Pablo Giesenow es un abogado cordobés, que tiene su propio estudio jurídico y un puesto en el Tribunal de Cuentas de Córdoba. Es fanático del deporte, tiene dos hijos y poco más de 40 años. Sin embargo, al conocer su oficina rápidamente se intuye que “hay algo más” en la historia de Pablo. Algo que le significó un premio al optimismo y charlas en todo el país: “Soy una persona que le pone ganas y pasión a la vida”, dice convencido.

Lo que pasó fue tapa de diarios y noticia en medios locales. El 22 de enero del 2015 Pablo viajaba en su auto hacia Las Heras para saludar al padre por su cumpleaños. Tenía 37 años y muchas ganas de unos días “mano a mano” con sus papás. “Somos siete hermanos así que pretendía unos días viviendo como hijo único”, cuenta entre sonrisas el protagonista de esta nota.

Sin dispersiones ni negligencias, la lluvia y la noche hicieron que Pablo perdiera el control de su auto debido a un aquaplaning. Eso generó que chocara con el guardarrail de la mano contraria y la consecuencia fue un golpe que le hizo perder sus dos piernas: “Nunca perdí el conocimiento así que traté de mantener la calma”.

¿Qué te pasó emocional y mentalmente tras el accidente?
Al principio no entendía nada. Recuerdo que no tenía miedo ni era consciente que en ese accidente podría haber muerto. Sólo pensaba en cómo salir del auto, porque la espera me parecía eterna.

¿Siempre fuiste tan calmo?
Siempre. Si bien soy apasionado en lo que me gusta, pensar en positivo es algo que me caracteriza. Siento que podemos tener dificultades, pero se puede salir adelante.

¿Qué pasó cuando te dieron el alta y comenzó tu nueva realidad?
Al comienzo fue complejo porque sentía dolores y malestar. No podía dormir y estaba muy incómodo. Pero a los pocos días comencé la rehabilitación y a los 45 días volví a trabajar.

¿Nunca le diste lugar a la depresión?
Jamás. Me ayudó la gente que me rodeaba, me incentivaba el trabajo y notaba mejoras con el entrenamiento. De todas maneras, fue una decisión natural porque nunca me planteé otra opción.

¿Cuándo pudiste moverte sin silla de ruedas?
Estuve siete meses en sillas de ruedas hasta que probé mi primera prótesis.

¿Qué significó para vos ponerte de pie?
Fue un momento que aún recuerdo. Era un deseo muy fuerte pararme, pues lo necesitaba para al menos lavarme los dientes o buscar una camisa.
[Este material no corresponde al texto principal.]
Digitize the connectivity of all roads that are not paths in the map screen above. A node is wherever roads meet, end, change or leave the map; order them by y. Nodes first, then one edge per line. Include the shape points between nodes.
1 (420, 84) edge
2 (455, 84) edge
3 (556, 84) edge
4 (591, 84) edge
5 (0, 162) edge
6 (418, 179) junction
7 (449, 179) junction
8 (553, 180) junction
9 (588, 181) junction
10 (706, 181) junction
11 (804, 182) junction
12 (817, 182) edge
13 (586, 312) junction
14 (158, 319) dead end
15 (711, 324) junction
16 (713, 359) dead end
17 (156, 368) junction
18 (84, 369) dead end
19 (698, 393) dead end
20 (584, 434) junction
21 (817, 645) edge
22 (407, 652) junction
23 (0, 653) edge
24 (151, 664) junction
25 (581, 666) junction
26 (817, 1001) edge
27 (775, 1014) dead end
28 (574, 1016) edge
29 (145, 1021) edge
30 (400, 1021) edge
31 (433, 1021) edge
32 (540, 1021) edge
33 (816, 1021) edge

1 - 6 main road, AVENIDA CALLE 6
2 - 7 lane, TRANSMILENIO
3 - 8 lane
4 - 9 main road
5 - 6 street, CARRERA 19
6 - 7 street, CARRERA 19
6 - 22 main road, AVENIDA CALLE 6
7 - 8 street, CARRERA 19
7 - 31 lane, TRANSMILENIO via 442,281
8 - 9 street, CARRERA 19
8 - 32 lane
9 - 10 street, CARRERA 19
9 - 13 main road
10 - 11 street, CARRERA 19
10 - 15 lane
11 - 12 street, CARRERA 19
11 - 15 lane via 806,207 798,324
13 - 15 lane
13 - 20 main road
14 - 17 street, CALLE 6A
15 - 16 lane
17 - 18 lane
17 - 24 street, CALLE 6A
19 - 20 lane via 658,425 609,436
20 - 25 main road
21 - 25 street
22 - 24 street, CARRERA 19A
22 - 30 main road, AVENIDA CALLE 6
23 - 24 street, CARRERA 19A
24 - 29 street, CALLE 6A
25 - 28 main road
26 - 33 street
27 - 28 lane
Fue emocionante. Llegué a mis primeras prótesis por datos del espacio donde hacía rehabilitación y lo mejor fue que caminé desde el primer día, sin usar andador ni bastón.

¿Y luego llegó el deporte?
Cuando pude moverme con prótesis que me lo permitieran. Gustavo Díaz (quien se convirtió en mi amigo) leyó una nota en la que manifestaba voluntad de volver a correr y me llamó. Él tiene una ortopedia y tenía las prótesis indicadas.

¿Cómo empezaste?
Primero empecé con la bicicleta, gracias a mi amigo Gastón que me acompañó, luego empecé a correr y más tarde, llegó la montaña.

¿Escalaste el Aconcagua?
¡Sí! Llegué hasta los 5.000 metros de una expedición grupal. Fue una experiencia intensa y hermosa, cuando todo se volvió muy espiritual.

¿Y ahora en qué estás?
Estoy entrenando para un paratriatlón y otros deportes adaptados.

¿Pensaste alguna vez dedicarte a la política?
Me interesa lo social. Las redes me permitieron conocer muchas personas, a quienes visito y a veces me invitan a charlas inspiradoras. Me gusta ese rol. En lo político, estamos trabajando en un proyecto para crear una defensoría para personas con discapacidad.

¿Creés en algún dios o energía?
Creo que Dios se manifiesta en las personas. En mi caso, fue a través del comisionista que frenó para ayudarme cuando tuve el accidente, o los médicos y bomberos que me salvaron. Cada persona que se nos cruza y nos deja algo bueno, es la manifestación de un ser superior.